Exercise details: Report each line from the entries in which "Willibrord" can be found.

(Saved data entries)
⟨
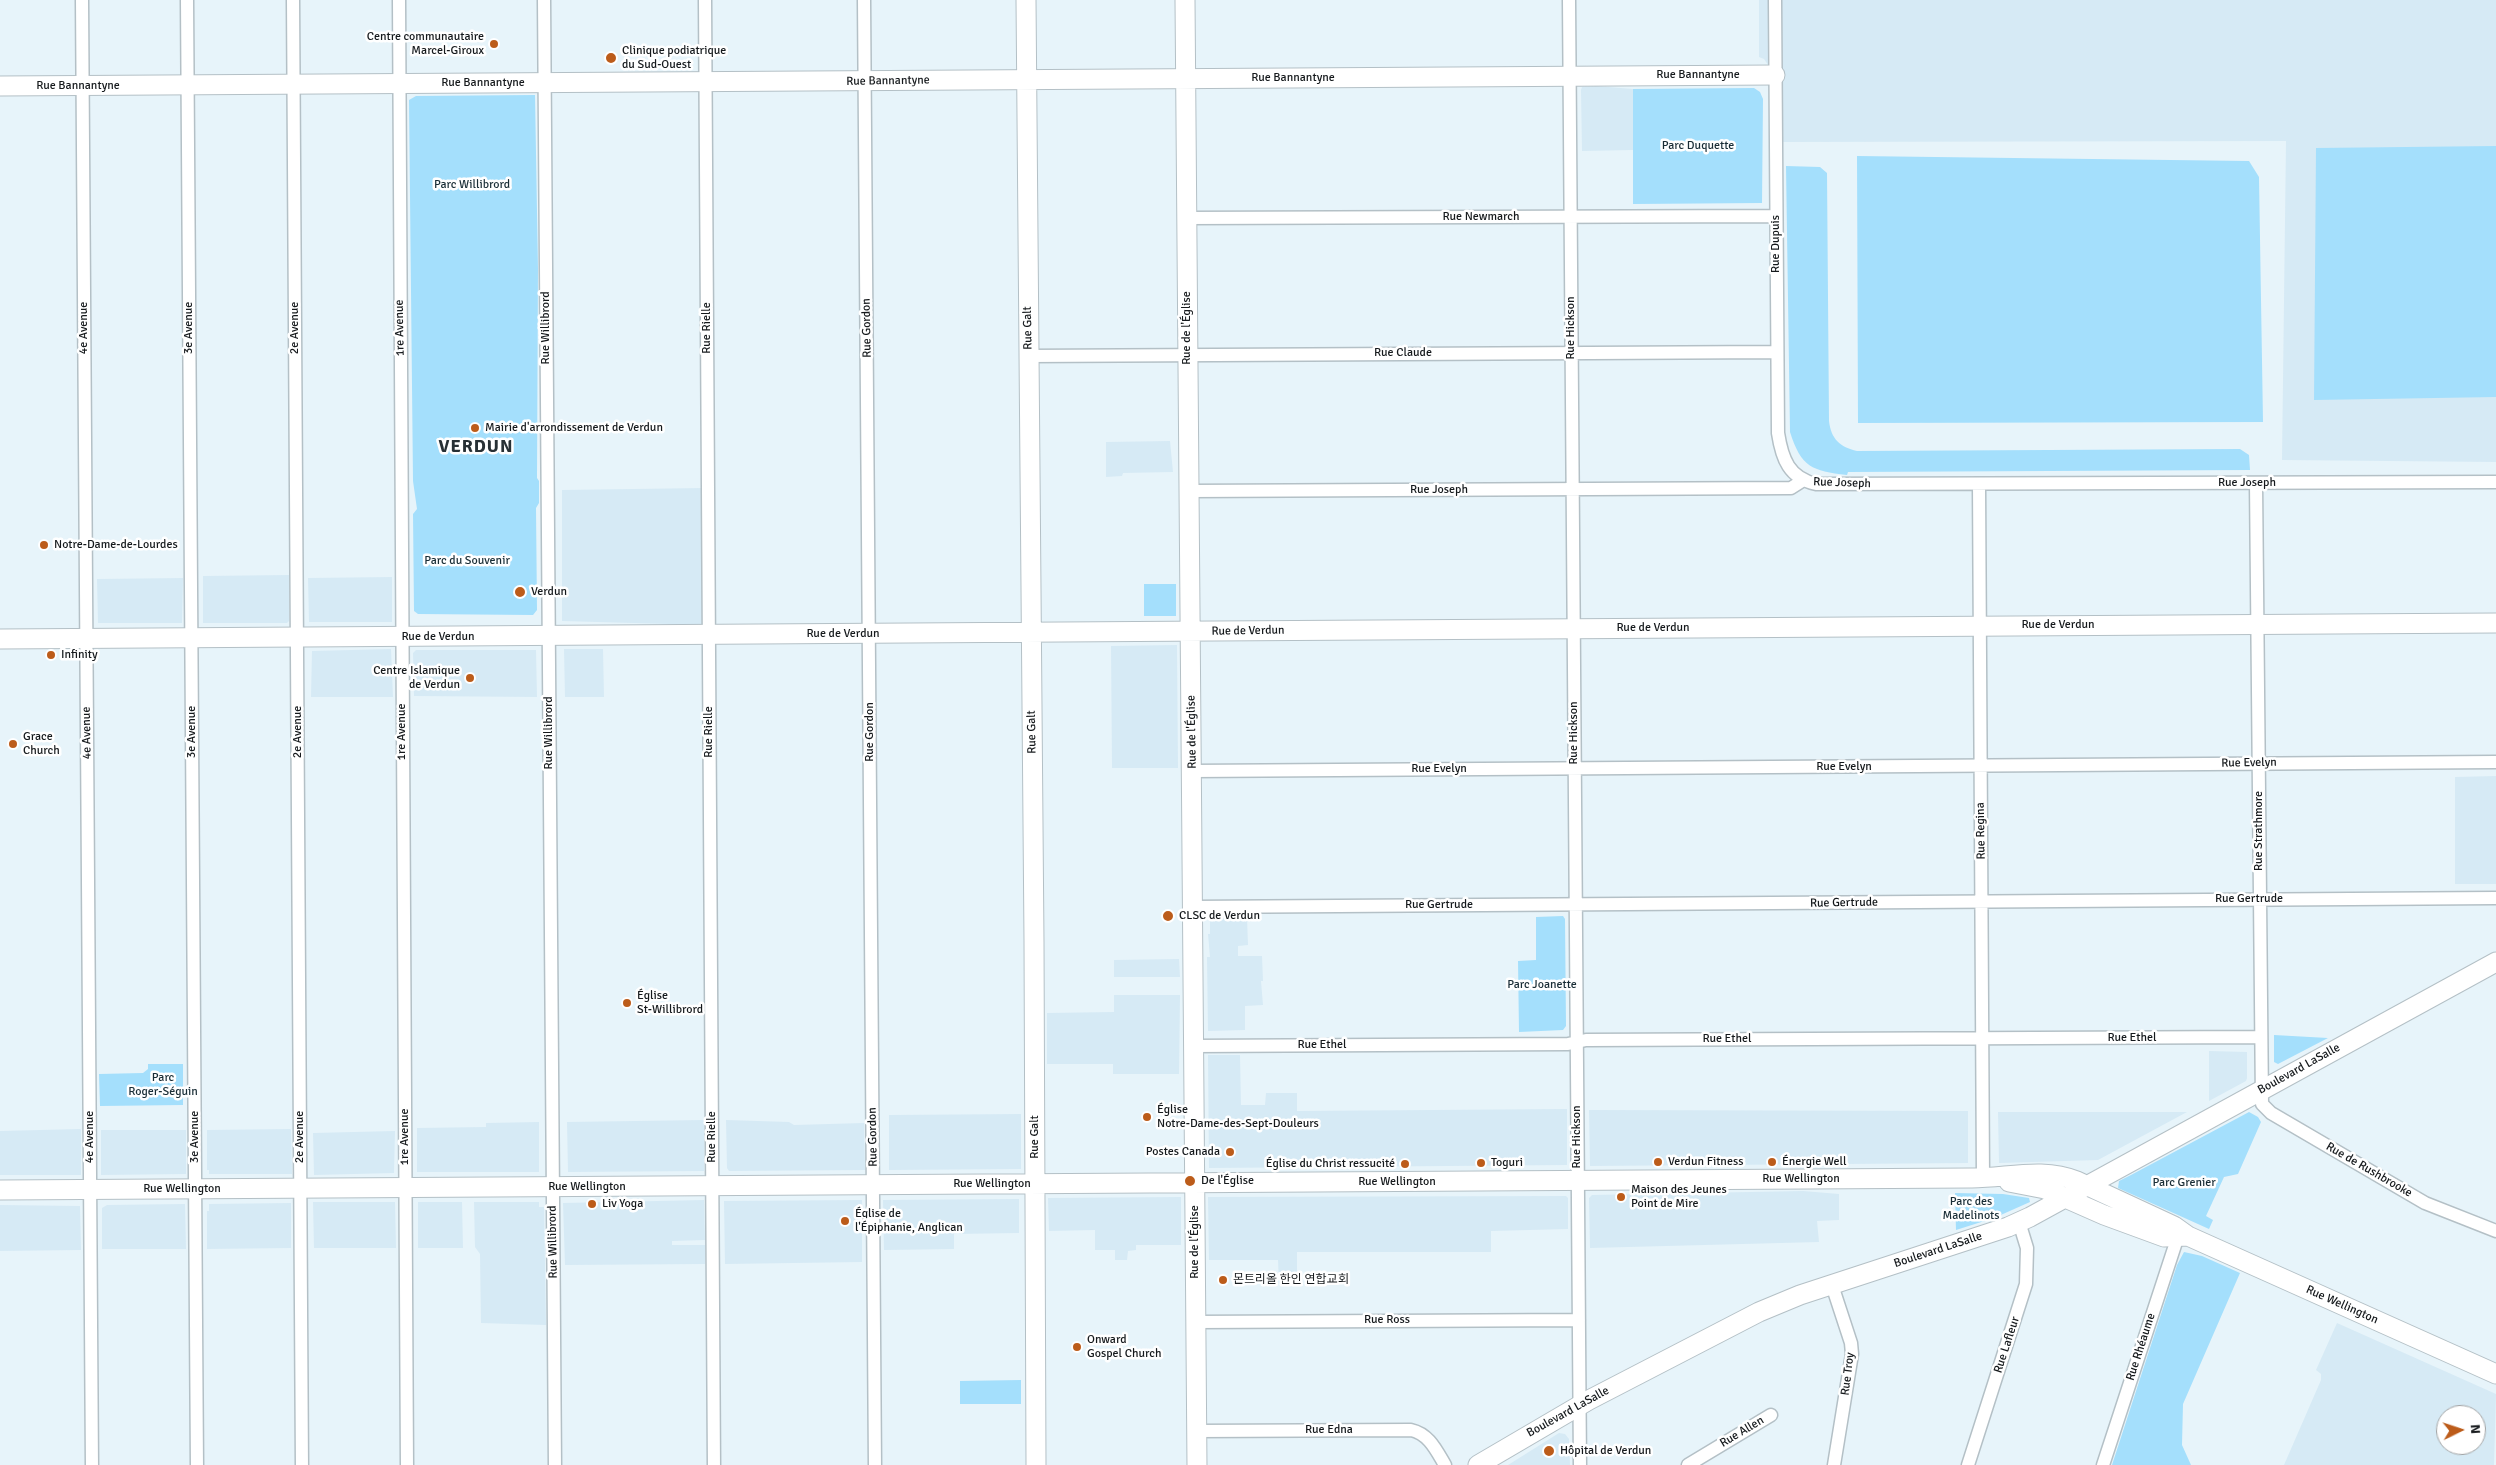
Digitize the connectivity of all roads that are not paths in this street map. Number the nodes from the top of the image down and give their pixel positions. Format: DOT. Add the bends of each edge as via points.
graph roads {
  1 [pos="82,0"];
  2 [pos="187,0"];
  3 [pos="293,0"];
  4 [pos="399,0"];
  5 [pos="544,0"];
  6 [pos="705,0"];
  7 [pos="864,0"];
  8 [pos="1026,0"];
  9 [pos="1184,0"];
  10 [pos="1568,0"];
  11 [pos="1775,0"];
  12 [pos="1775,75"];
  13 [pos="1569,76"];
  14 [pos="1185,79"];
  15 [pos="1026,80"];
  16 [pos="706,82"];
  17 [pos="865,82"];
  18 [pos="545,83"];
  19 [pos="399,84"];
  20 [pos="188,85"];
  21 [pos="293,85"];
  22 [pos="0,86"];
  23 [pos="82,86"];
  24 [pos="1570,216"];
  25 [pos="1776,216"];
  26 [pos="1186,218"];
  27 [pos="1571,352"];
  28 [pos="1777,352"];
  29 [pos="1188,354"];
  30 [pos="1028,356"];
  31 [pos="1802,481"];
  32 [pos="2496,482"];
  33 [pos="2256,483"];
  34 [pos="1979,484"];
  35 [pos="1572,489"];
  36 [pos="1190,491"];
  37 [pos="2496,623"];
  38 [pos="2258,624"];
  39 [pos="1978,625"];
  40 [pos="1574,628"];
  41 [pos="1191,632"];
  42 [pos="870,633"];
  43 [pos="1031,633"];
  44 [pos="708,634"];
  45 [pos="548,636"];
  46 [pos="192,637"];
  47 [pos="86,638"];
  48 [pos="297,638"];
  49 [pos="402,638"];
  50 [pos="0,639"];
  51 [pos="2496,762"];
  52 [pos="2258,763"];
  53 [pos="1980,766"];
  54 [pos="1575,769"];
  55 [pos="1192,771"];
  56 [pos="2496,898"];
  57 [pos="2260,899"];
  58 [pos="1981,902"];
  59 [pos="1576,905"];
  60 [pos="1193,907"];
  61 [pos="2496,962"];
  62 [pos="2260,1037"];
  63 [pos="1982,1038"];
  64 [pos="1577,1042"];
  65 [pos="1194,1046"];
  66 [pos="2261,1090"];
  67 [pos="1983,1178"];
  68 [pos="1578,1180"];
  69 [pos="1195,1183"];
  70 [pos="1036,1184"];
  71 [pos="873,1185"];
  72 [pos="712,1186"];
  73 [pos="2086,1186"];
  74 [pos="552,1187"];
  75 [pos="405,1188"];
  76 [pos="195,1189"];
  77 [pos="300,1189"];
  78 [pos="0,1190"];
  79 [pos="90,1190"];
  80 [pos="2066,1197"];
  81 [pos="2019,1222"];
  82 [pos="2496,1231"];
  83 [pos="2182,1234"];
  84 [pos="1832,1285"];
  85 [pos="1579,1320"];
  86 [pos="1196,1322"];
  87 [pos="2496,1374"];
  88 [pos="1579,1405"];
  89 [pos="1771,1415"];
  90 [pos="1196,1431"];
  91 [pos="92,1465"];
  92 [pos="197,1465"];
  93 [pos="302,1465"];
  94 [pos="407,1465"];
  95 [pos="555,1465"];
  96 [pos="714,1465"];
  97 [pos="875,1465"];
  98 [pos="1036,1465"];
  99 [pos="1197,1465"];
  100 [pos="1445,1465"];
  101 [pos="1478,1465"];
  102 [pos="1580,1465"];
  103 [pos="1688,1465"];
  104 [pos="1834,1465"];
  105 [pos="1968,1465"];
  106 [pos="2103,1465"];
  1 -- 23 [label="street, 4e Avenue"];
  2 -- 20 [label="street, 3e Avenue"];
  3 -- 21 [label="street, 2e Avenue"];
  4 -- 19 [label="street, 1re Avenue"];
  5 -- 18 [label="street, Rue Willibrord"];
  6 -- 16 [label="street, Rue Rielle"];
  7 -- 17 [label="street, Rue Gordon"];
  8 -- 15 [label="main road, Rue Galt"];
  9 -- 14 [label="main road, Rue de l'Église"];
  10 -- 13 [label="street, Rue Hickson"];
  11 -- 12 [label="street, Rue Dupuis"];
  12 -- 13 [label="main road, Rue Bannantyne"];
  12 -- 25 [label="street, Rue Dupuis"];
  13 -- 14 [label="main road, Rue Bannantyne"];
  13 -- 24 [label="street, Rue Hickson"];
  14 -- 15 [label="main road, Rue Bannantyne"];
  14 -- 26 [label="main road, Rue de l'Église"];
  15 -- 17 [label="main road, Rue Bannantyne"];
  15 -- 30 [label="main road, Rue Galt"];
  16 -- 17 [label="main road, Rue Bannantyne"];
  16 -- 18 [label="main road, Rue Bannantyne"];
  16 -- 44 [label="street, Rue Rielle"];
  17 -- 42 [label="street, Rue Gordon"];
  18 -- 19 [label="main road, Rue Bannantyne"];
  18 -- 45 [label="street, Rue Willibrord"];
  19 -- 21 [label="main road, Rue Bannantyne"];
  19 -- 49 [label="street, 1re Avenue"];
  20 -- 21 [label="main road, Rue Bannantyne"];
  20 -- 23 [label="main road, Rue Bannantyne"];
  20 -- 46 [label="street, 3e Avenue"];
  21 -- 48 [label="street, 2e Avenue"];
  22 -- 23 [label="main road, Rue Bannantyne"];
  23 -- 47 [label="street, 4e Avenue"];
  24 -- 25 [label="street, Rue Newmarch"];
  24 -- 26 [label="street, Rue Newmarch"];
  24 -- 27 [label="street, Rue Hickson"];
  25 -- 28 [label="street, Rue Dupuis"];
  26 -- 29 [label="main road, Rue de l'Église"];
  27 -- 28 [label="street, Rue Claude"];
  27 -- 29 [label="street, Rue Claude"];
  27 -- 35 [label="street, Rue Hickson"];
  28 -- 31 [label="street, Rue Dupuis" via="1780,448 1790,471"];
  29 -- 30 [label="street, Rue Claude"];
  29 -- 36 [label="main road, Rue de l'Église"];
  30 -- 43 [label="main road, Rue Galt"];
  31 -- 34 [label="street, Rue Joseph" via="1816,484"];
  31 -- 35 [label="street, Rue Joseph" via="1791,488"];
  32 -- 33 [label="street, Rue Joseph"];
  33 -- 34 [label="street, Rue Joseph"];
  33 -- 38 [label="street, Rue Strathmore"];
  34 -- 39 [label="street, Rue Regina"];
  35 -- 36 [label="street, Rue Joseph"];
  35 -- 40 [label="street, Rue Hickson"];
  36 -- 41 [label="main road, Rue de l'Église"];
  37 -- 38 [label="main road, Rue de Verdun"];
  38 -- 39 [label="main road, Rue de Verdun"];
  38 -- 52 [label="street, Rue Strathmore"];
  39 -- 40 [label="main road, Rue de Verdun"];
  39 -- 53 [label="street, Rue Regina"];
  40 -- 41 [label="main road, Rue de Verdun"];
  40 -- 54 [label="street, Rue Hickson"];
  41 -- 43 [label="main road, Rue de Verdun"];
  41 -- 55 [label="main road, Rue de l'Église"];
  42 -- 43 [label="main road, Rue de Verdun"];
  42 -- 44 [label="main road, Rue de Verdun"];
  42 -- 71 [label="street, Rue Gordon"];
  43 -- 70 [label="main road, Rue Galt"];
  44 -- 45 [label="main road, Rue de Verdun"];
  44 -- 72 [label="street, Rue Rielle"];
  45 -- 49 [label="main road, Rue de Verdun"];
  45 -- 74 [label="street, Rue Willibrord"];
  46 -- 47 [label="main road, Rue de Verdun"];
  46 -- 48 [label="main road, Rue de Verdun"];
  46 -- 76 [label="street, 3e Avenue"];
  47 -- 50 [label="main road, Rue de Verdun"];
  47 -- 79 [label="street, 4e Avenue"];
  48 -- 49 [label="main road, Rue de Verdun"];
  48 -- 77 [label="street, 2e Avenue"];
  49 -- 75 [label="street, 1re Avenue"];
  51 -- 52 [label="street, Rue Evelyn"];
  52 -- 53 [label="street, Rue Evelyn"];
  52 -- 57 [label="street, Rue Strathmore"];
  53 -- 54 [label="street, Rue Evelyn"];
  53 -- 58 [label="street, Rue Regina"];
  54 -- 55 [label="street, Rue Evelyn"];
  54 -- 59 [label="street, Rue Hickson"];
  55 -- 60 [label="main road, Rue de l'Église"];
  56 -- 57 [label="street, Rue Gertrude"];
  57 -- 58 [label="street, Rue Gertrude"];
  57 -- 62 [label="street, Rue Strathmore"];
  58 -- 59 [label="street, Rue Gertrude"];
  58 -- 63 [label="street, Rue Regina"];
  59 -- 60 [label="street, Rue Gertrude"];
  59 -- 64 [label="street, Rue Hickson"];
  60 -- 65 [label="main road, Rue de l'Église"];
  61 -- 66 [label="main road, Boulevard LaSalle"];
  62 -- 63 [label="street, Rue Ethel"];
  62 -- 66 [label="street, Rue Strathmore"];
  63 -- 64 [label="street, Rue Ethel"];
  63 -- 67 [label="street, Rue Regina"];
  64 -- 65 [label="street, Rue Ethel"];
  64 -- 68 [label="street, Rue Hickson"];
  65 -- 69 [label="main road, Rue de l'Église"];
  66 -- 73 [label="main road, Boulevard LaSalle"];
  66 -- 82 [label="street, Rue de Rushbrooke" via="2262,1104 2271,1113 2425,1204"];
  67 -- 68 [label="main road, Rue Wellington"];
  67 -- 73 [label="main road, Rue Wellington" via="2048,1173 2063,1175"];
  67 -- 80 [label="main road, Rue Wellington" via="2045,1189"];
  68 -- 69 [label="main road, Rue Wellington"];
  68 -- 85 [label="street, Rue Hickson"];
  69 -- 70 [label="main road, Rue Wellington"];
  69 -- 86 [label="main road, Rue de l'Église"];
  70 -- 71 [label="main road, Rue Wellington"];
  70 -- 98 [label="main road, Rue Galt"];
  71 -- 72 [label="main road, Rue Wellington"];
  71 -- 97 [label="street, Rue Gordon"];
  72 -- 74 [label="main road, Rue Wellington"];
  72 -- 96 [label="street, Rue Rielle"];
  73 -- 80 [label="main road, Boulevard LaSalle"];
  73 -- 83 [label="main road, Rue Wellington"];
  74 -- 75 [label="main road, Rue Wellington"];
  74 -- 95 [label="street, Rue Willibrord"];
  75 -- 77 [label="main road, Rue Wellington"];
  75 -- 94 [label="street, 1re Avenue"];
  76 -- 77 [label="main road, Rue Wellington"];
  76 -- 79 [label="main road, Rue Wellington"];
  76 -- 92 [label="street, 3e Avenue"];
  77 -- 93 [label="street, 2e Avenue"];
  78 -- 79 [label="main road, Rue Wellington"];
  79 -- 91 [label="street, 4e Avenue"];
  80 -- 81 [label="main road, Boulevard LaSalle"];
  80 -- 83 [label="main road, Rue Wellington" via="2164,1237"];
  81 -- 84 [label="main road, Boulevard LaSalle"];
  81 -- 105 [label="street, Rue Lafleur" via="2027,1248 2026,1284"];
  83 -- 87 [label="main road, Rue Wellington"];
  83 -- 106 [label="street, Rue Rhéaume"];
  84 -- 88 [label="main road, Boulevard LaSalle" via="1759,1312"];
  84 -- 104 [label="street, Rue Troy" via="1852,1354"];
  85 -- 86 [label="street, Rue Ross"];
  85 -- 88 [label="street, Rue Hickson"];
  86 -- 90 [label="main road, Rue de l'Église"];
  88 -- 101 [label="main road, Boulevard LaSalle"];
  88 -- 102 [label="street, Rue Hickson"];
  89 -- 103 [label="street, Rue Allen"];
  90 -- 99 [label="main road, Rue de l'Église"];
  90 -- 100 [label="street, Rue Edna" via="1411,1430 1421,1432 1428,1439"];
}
⟩
Output of the task:
  5 -- 18 [label="street, Rue Willibrord"];
  18 -- 45 [label="street, Rue Willibrord"];
  45 -- 74 [label="street, Rue Willibrord"];
  74 -- 95 [label="street, Rue Willibrord"];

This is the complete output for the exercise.